ATP: Nella mostra che curi al Castello di Rivoli, ‘La storia che non ho vissuto (testimone indiretto)’, hai invitato una serie di artisti italiani accumunati dall’interesse per la storia del nostro paese: Francesco Arena, Rossella Biscotti, Patrizio Di Massimo, Flavio Favelli, Eva Frapiccini, goldiechiari e Seb Patane. Come motivi questo loro interesse?

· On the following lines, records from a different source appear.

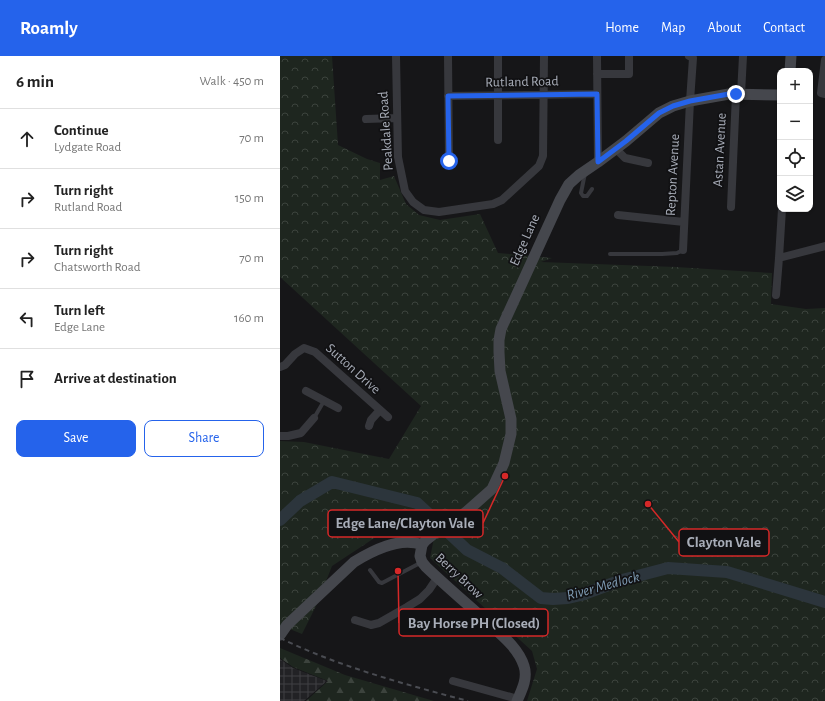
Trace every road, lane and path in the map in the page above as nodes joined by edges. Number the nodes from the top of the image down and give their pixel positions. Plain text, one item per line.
1 (396, 56) edge
2 (448, 56) edge
3 (498, 56) edge
4 (544, 56) edge
5 (596, 56) edge
6 (629, 56) edge
7 (689, 56) edge
8 (743, 56) edge
9 (791, 56) edge
10 (825, 60) edge
11 (790, 68) edge
12 (597, 74) junction
13 (597, 94) junction
14 (738, 94) junction
15 (825, 94) edge
16 (498, 95) junction
17 (544, 95) junction
18 (777, 95) edge
19 (448, 96) junction
20 (690, 101) junction
21 (397, 118) junction
22 (366, 119) dead end
23 (498, 140) dead end
24 (616, 149) junction
25 (449, 161) dead end
26 (598, 162) junction
27 (648, 163) dead end
28 (585, 170) junction
29 (592, 189) dead end
30 (731, 207) dead end
31 (782, 212) edge
32 (618, 215) dead end
33 (684, 222) junction
34 (825, 246) edge
35 (683, 250) joint
36 (610, 254) dead end
37 (780, 258) junction
38 (776, 295) dead end
39 (280, 367) edge
40 (306, 391) dead end
41 (324, 400) junction
42 (338, 408) dead end
43 (380, 410) junction
44 (388, 417) dead end
45 (314, 418) joint
46 (369, 426) dead end
47 (280, 436) edge
48 (436, 533) joint
49 (422, 545) junction
50 (422, 562) junction
51 (370, 570) dead end
52 (437, 578) junction
53 (355, 620) dead end
54 (280, 635) edge
55 (453, 681) dead end
56 (517, 700) edge

1 - 21 street, Peakdale Road
2 - 19 street
3 - 16 street
4 - 17 street, Peakdale Road
5 - 12 street
6 - 12 street
7 - 20 street, Repton Avenue
8 - 14 street, Astan Avenue
9 - 11 street
10 - 15 street
12 - 13 street
13 - 17 street, Rutland Road
13 - 26 street
14 - 18 street, Edge Lane
14 - 20 street, Edge Lane
14 - 30 street, Astan Avenue
16 - 17 street, Rutland Road
16 - 19 street, Rutland Road
16 - 23 street
17 - 21 street, Peakdale Road
19 - 25 street
20 - 24 street, Edge Lane
20 - 33 street, Repton Avenue
21 - 22 street
24 - 26 street, Edge Lane
24 - 27 street
26 - 28 street, Edge Lane
28 - 29 lane
28 - 48 street, Edge Lane
31 - 37 street
32 - 33 street
33 - 35 street, Repton Avenue
34 - 37 street
35 - 36 lane
37 - 38 street
39 - 43 street, Sutton Drive
40 - 41 street
41 - 42 street
41 - 45 lane
43 - 44 street, Sutton Drive
43 - 46 street
45 - 47 street
48 - 49 street, Berry Brow
49 - 50 street, Berry Brow
49 - 54 street
50 - 51 lane
50 - 52 street, Berry Brow
52 - 53 street
52 - 56 street, Berry Brow
55 - 56 street, Berry Brow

Marcella Beccaria: In molte opere e nelle tante discussioni che ho avuto con gli artisti durante la gestazione della mostra, è emerso il pensiero che per avere una più profonda comprensione del presente bisogna sempre guardare al passato. Gli artisti invitati, le cui metodologie e linguaggi sono molto differenti tra loro, sono accumunati da questa ricerca e comprensione per i fatti storici italiani contemporanei. Ho notato che li lega un desiderio comune di capire le ragioni storiche di molti fatti, per cogliere anche un ‘sentire’ comune che prescinde dalla loro esperienza. Cercano una chiave di lettura del presente attraverso le vicente – spesso drammatiche – del passato.
ATP: Ho notato che spesso, anziché essere oggetti di indagine, le opere degli artisti da te invitati, sono delle interpretazioni o suggestive forme di rappresentazione dei fatti. Questi artisti non rischiano di fermarsi alle apparenze e di eludere la sostanza di molti importanti fatti storici?

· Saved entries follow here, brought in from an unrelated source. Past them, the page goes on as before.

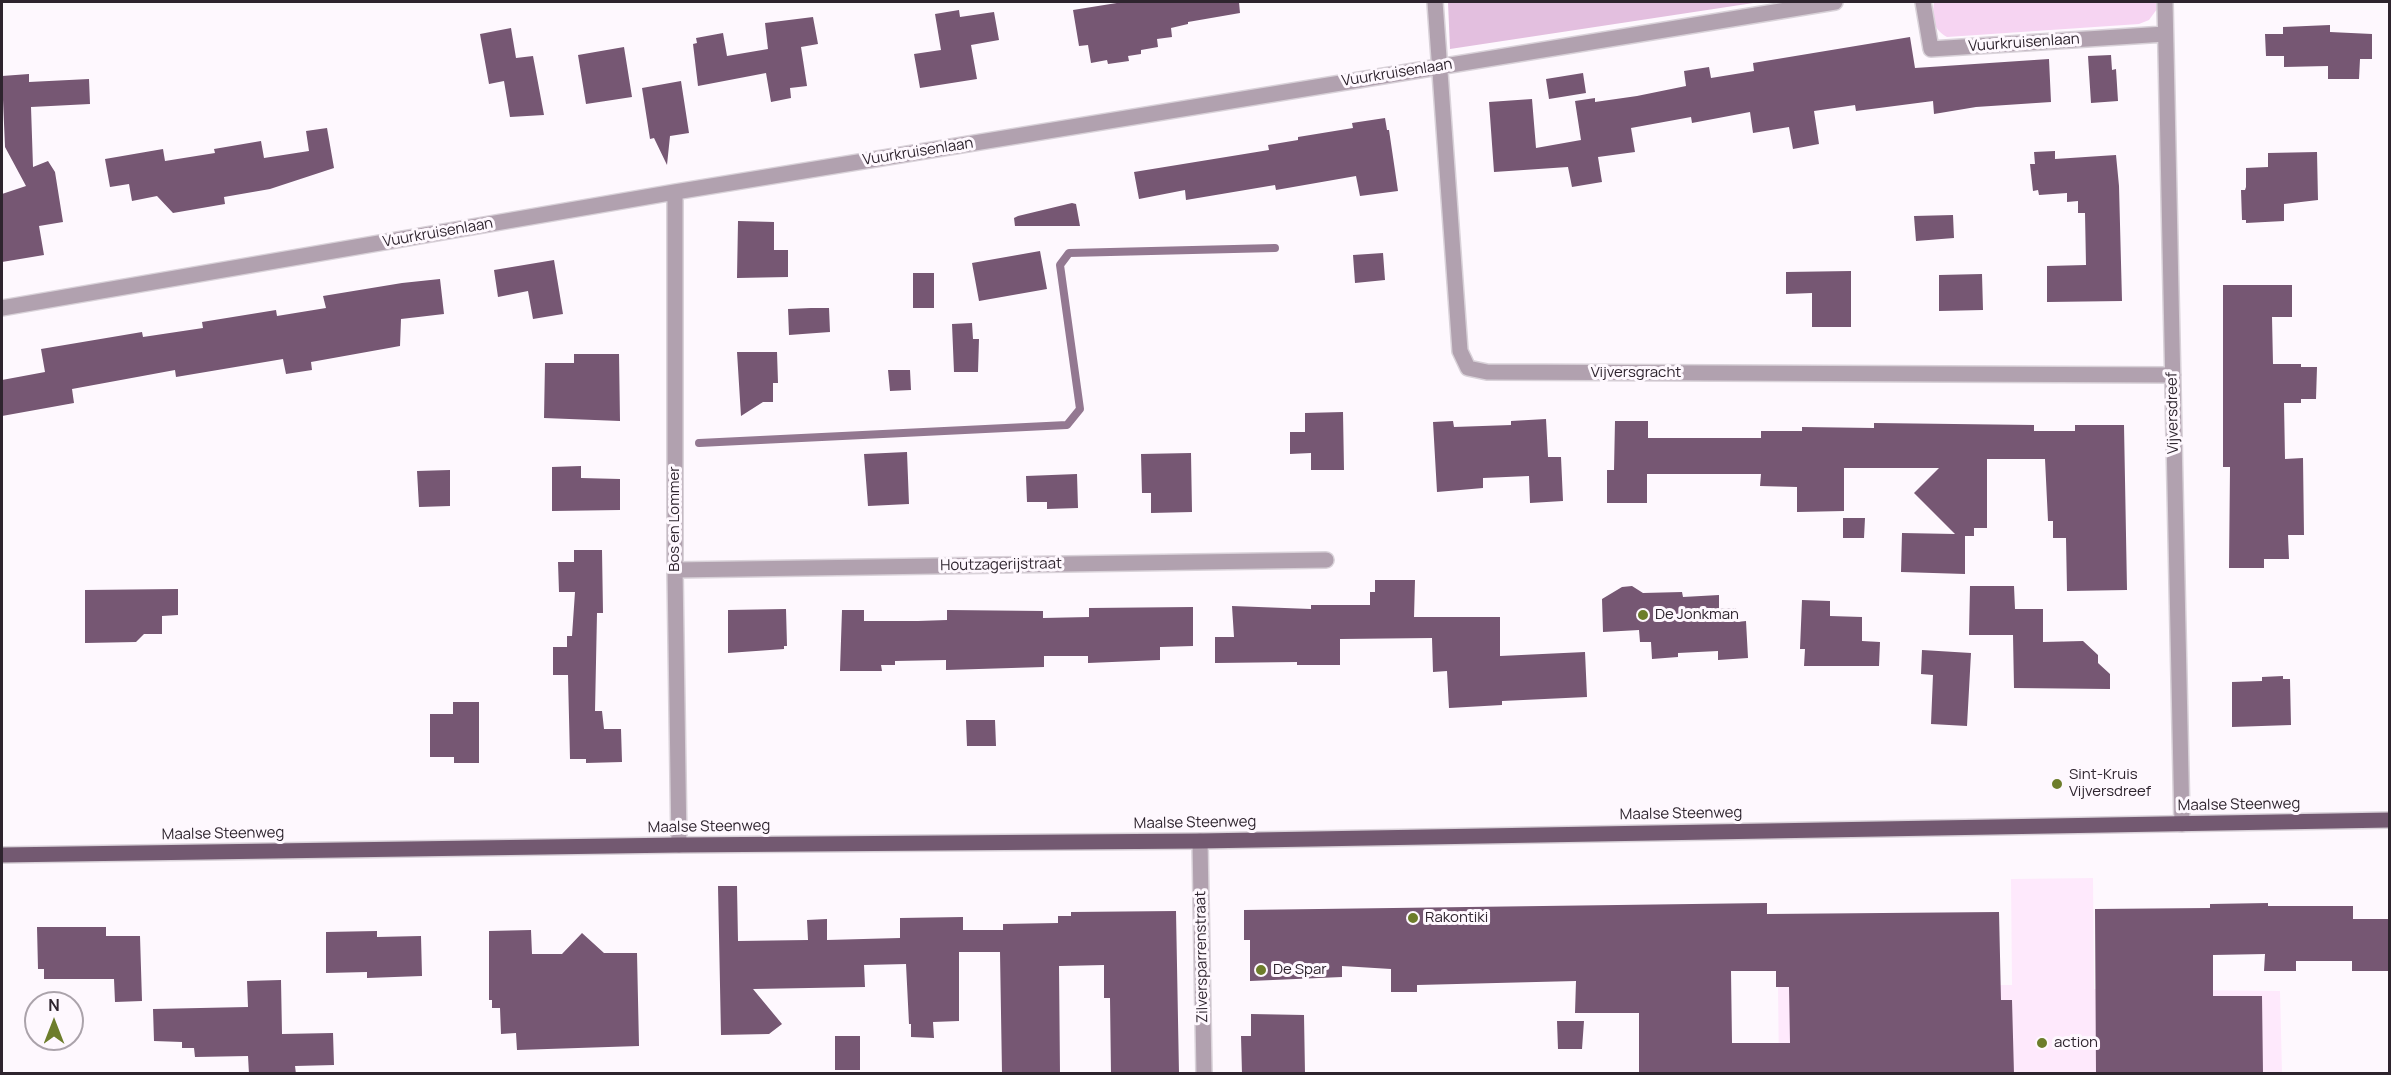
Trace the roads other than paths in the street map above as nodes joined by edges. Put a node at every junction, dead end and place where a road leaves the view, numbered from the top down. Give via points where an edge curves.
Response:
1 (1435, 2) edge
2 (1835, 2) edge
3 (1923, 2) edge
4 (2165, 2) edge
5 (2165, 34) junction
6 (1440, 66) junction
7 (675, 192) junction
8 (2, 308) edge
9 (2173, 375) junction
10 (1326, 561) dead end
11 (675, 570) junction
12 (2390, 820) edge
13 (2182, 824) junction
14 (1200, 841) junction
15 (679, 845) junction
16 (2, 855) edge
17 (1204, 1074) edge

1 - 6 street, Vijversgracht
2 - 6 street, Vuurkruisenlaan
3 - 5 street, Vuurkruisenlaan via 1931,49
4 - 5 street, Vijversdreef
5 - 9 street, Vijversdreef
6 - 7 street, Vuurkruisenlaan
6 - 9 street, Vijversgracht via 1460,351 1468,368 1486,372
7 - 8 street, Vuurkruisenlaan
7 - 11 street, Bos en Lommer
9 - 13 street, Vijversdreef
10 - 11 street, Houtzagerijstraat
11 - 15 street, Bos en Lommer
12 - 13 main road, Maalse Steenweg
13 - 14 main road, Maalse Steenweg
14 - 15 main road, Maalse Steenweg
14 - 17 street, Zilversparrenstraat
15 - 16 main road, Maalse Steenweg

MB: E’ una domanda difficile da rispondere anche perché si apre la grande questione dell’interpretazione dei fatti storici. Un libro che ritengo importante per come ho fatto crescere questa mostra è stato ‘Il giudice e lo storico. Considerazioni in margine al processo Sofri’ di Carlo Ginzburg. Il giudice non dovrebbe scrivere la storia e lo storico non dovrebbe giudicare. Un libro è nato da tante considerazioni in margine al processo Sofri. I processi giudiziari sono stati in Italia un proscenio sul quale questi due ruoli si sono pericolosamente confusi. Io aggiungerei al ruolo del giudice e dello storico, anche la figura dell’artista. Secondo me esiste una ‘verità’ e un ‘metodo dell’artista. L’opera d’arte diventa il frutto di un’autonomia metodologica non portatrici vi verità assoluta, bensì di un punto di vista sulle vicende passate. Emergono allora anche nelle opere in mostra a Rivoli, dei continui tentativi ben lontani dal diventare delle indicazioni unidirezionali sulla lettura dei fatti. L’attitudine degli artisti di fronte alla storia si è rivelata allora come un’azione di interrogazione e non tanto di interpretazione. Ogni artista ha interrogata una certa vicenda in modo soggettivo e autonomo, ben lontano da dare risposte come verità ultime. Ogni opera tenta – magari con diverse intensità – di alimentare un dibattito e di porre interrogativi.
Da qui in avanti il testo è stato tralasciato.